I am trying to process documents at the same time and have found recently that TextFragmentAbsorber seems to be throwing an exception when being used in parallel on medium-larger documents (over ~300kb). Example code with sample files attached:

var documents = new[]
{
	@"Sample1.pdf",
	@"Sample2.pdf"
};

Parallel.ForEach(documents, filePath =>
{
	var document = new Document(filePath);
	var textFragmentAbsorber = new TextFragmentAbsorber();
	foreach (var page in document.Pages)
	{
		page.Accept(textFragmentAbsorber);
	}
});

Thanks!
Pdf_Lock_Documents.zip (634.3 KB)

asad.ali · January 21, 2020, 11:17am

@bvk

Thanks for contacting support.

Please note that Aspose.PDF is multi-threaded safe API which means it supports multi-threading as long as one document is being accessed by one thread at a time. In other words, single document should be processed in one thread only.

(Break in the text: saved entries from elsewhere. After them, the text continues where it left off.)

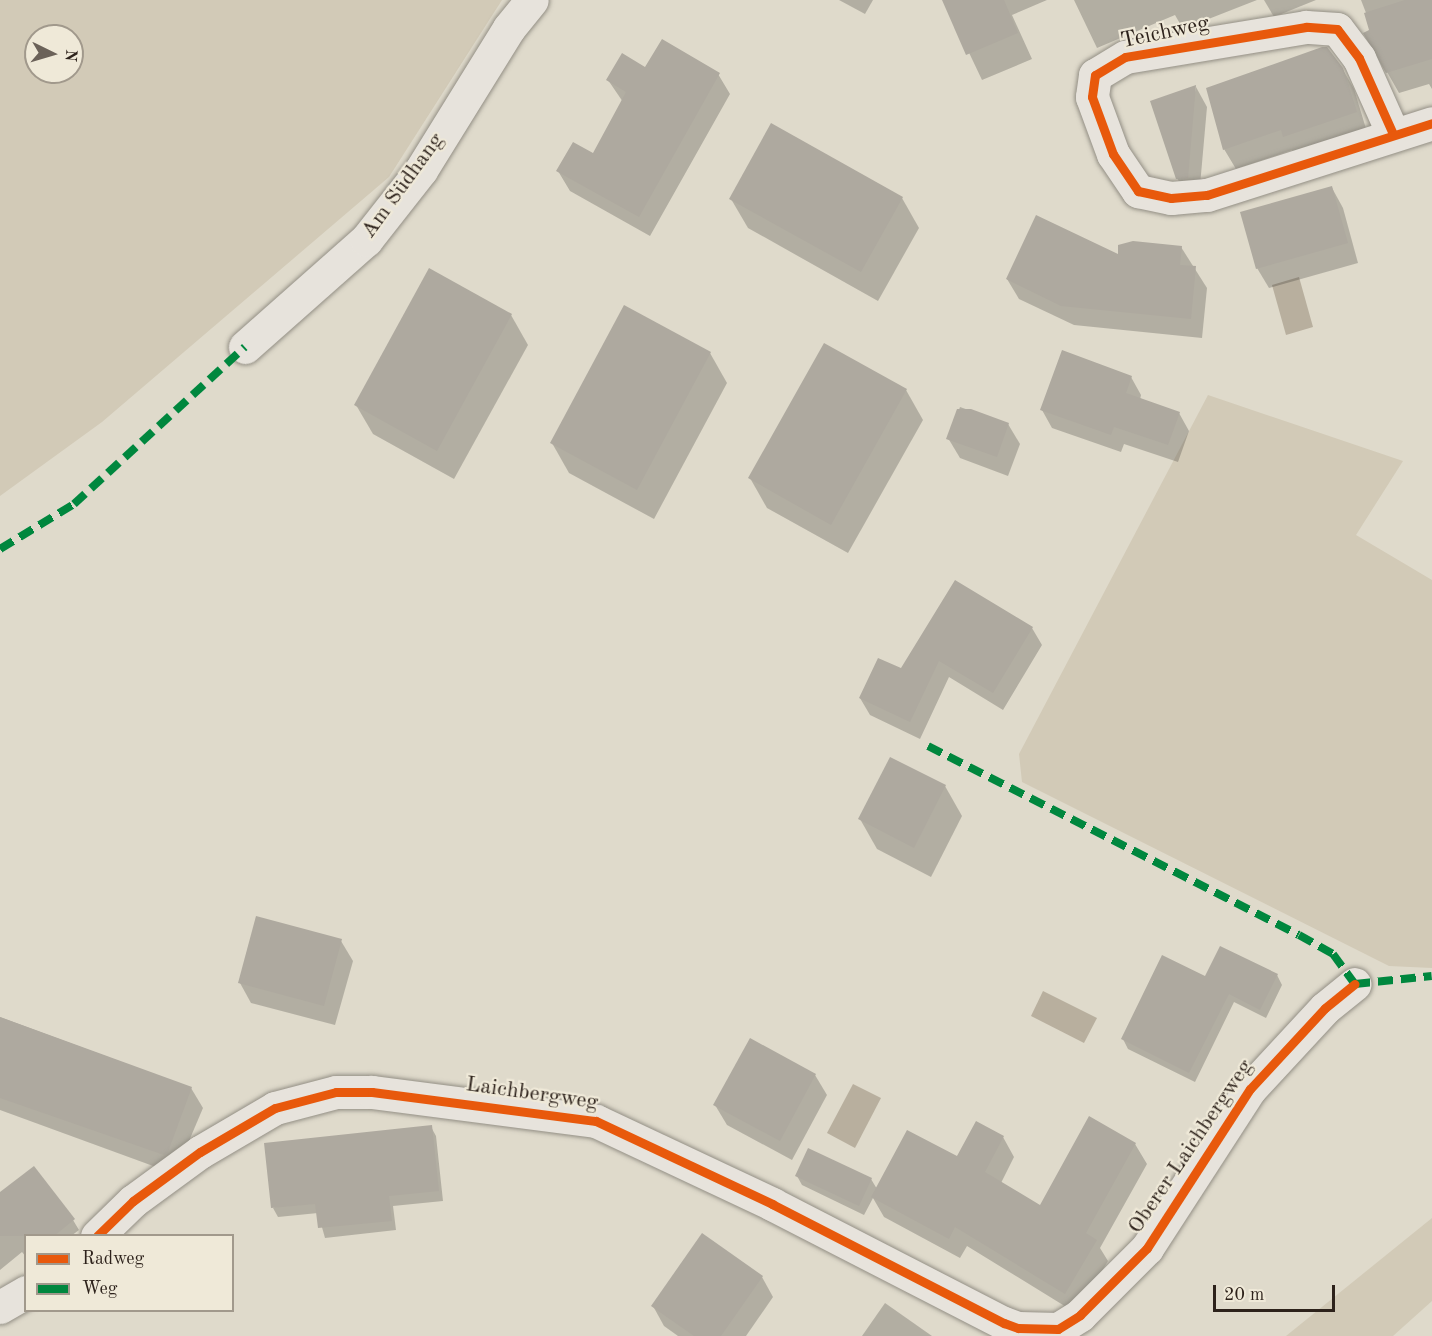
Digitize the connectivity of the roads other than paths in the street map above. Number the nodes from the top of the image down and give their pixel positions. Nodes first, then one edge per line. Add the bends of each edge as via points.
1 (532, 0) edge
2 (1432, 123) edge
3 (1393, 134) junction
4 (245, 347) dead end
5 (1355, 984) dead end
6 (99, 1234) edge
7 (24, 1293) edge
8 (0, 1307) edge
9 (1059, 1333) edge

1 - 4 street, Am Südhang via 509,28 421,170 366,240
2 - 3 street, Teichweg
3 - 3 street, Teichweg via 1207,195 1171,198 1138,191 1113,154 1092,97 1095,75 1125,57 1306,27 1337,29 1359,58
5 - 9 street, Oberer Laichbergweg via 1325,1008 1250,1089 1147,1248
6 - 9 street, Laichbergweg via 133,1201 200,1152 275,1108 336,1092 372,1092 596,1121 772,1204 1004,1323
7 - 8 street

Parallel Foreach method executes multiple iterations at the same time on different processors or processor cores and may open the possibility of synchronization problems. That is why, we do not recommend this approach to process multiple PDF files. Please try to implement one thread per PDF document approach and in case you still face any issue, please feel free to let us know.

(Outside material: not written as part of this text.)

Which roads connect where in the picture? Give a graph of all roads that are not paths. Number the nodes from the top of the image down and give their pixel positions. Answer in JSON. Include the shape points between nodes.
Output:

bvk · January 21, 2020, 6:53pm

@asad.ali,

Is there a way you recommend to use Aspose.Pdf in a multi-threaded manner? I have tried another couple ways of multithreading and still run into the same exception.

Sample code using tasks:

var documents = new[]
{
	@"Sample1.pdf",
	@"Sample2.pdf"
};

var tasks = new List<Task>();
foreach (var filePath in documents)
{
	var task = new Task(() =>
	{
		var document = new Document(filePath);
		var textFragmentAbsorber = new TextFragmentAbsorber();
		foreach (var page in document.Pages)
		{
			page.Accept(textFragmentAbsorber);
		}
	});
	task.Start();
	tasks.Add(task);
}

Task.WaitAll(tasks.ToArray());

Sample code using threads:

var documents = new[]
{
	@"Sample1.pdf",
	@"Sample2.pdf"
};

var threads = new List<Thread>();
foreach (var filePath in documents)
{
	var thread = new Thread(() =>
	{
		var document = new Document(filePath);
		var textFragmentAbsorber = new TextFragmentAbsorber();
		foreach (var page in document.Pages)
		{
			page.Accept(textFragmentAbsorber);
		}
	});

	thread.Start();
	threads.Add(thread);
}

foreach (var thread in threads)
{
	thread.Join();
}

Thanks!

asad.ali · January 22, 2020, 12:47pm

@bvk

We will surely prepare a recommended example for you to use API in multi-threaded environment and add respective articles in API documentation as well. The corresponding task has been logged PDFNET-47604 in our issue tracking system and we will surely let you know as soon as it is closed. Please spare us some time.

We are sorry for the inconvenience.

bvk · January 22, 2020, 3:55pm

@asad.ali,

Upon a little further investigation this seems to be happening particularly with documents that have text in a right to left language such as the Hebrew documents I attached. I noticed multithreading working on on documents that were all Left to Right formatted, but in pdfs that had languages that were Right to Left (e.g. Hebrew, Arabic) any parallelization attempt throws an exception.

asad.ali · January 22, 2020, 5:27pm

@bvk

We have updated the issue details according to your latest comments and will surely inform you as soon as some updates are available. Please spare us some time.

bvk · March 27, 2020, 4:21pm

@asad.ali,

I was wondering if there has been any update on this? Specifically with parallelizing Right-to-Left formatted documents?

asad.ali · March 27, 2020, 7:43pm

@bvk

Investigation has almost been completed. It was found a serious flaw in processing of right-to-left text. The only workaround we can recommend now is to avoid scenario of parallel processing of two (and more) documents with a large amount of right-to-left written text.

The final solution requires a rewriting a large volume of code and it may take several months. We will share further news with you as soon as we have some. Please give us some time.

We are sorry for the inconvenience.